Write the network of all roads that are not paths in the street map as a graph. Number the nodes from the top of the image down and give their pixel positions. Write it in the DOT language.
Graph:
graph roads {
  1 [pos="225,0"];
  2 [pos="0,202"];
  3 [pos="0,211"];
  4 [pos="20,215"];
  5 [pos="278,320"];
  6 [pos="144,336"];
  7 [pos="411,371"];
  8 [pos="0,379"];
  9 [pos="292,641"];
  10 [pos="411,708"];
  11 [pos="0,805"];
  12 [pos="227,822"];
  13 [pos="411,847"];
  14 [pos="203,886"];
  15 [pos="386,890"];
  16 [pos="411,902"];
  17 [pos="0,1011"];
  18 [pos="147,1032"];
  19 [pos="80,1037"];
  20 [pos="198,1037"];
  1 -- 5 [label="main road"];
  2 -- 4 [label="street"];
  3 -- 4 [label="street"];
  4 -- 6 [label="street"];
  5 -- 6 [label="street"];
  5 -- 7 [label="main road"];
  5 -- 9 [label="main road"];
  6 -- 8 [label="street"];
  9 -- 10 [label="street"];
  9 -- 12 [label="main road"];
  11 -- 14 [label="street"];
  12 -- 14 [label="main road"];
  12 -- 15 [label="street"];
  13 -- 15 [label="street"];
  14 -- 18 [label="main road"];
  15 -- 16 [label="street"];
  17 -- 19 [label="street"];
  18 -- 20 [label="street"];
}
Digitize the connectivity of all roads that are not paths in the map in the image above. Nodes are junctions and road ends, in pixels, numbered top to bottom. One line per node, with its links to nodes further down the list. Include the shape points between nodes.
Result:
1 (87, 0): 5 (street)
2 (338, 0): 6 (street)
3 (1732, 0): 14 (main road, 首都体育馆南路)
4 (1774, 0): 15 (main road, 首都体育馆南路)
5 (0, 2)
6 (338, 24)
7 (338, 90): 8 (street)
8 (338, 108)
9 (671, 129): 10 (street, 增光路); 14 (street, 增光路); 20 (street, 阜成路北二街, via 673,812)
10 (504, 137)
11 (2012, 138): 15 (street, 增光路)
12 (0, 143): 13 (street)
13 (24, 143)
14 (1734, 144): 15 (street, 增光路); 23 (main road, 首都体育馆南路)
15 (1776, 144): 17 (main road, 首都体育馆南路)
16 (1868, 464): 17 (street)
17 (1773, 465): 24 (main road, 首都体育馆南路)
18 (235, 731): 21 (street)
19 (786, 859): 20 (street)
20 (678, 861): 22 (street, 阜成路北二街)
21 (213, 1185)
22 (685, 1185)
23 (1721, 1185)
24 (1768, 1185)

++++++++

## Task requirements
Reproduce exactly what is written in the listing above.

## Written reply
Write the network of all roads that are not paths in the street map as a graph. Number the nodes from the top of the image down and give their pixel positions. Write it in the DOT language.
Graph:
graph roads {
  1 [pos="225,0"];
  2 [pos="0,202"];
  3 [pos="0,211"];
  4 [pos="20,215"];
  5 [pos="278,320"];
  6 [pos="144,336"];
  7 [pos="411,371"];
  8 [pos="0,379"];
  9 [pos="292,641"];
  10 [pos="411,708"];
  11 [pos="0,805"];
  12 [pos="227,822"];
  13 [pos="411,847"];
  14 [pos="203,886"];
  15 [pos="386,890"];
  16 [pos="411,902"];
  17 [pos="0,1011"];
  18 [pos="147,1032"];
  19 [pos="80,1037"];
  20 [pos="198,1037"];
  1 -- 5 [label="main road"];
  2 -- 4 [label="street"];
  3 -- 4 [label="street"];
  4 -- 6 [label="street"];
  5 -- 6 [label="street"];
  5 -- 7 [label="main road"];
  5 -- 9 [label="main road"];
  6 -- 8 [label="street"];
  9 -- 10 [label="street"];
  9 -- 12 [label="main road"];
  11 -- 14 [label="street"];
  12 -- 14 [label="main road"];
  12 -- 15 [label="street"];
  13 -- 15 [label="street"];
  14 -- 18 [label="main road"];
  15 -- 16 [label="street"];
  17 -- 19 [label="street"];
  18 -- 20 [label="street"];
}
Digitize the connectivity of all roads that are not paths in the map in the image above. Nodes are junctions and road ends, in pixels, numbered top to bottom. One line per node, with its links to nodes further down the list. Include the shape points between nodes.
Result:
1 (87, 0): 5 (street)
2 (338, 0): 6 (street)
3 (1732, 0): 14 (main road, 首都体育馆南路)
4 (1774, 0): 15 (main road, 首都体育馆南路)
5 (0, 2)
6 (338, 24)
7 (338, 90): 8 (street)
8 (338, 108)
9 (671, 129): 10 (street, 增光路); 14 (street, 增光路); 20 (street, 阜成路北二街, via 673,812)
10 (504, 137)
11 (2012, 138): 15 (street, 增光路)
12 (0, 143): 13 (street)
13 (24, 143)
14 (1734, 144): 15 (street, 增光路); 23 (main road, 首都体育馆南路)
15 (1776, 144): 17 (main road, 首都体育馆南路)
16 (1868, 464): 17 (street)
17 (1773, 465): 24 (main road, 首都体育馆南路)
18 (235, 731): 21 (street)
19 (786, 859): 20 (street)
20 (678, 861): 22 (street, 阜成路北二街)
21 (213, 1185)
22 (685, 1185)
23 (1721, 1185)
24 (1768, 1185)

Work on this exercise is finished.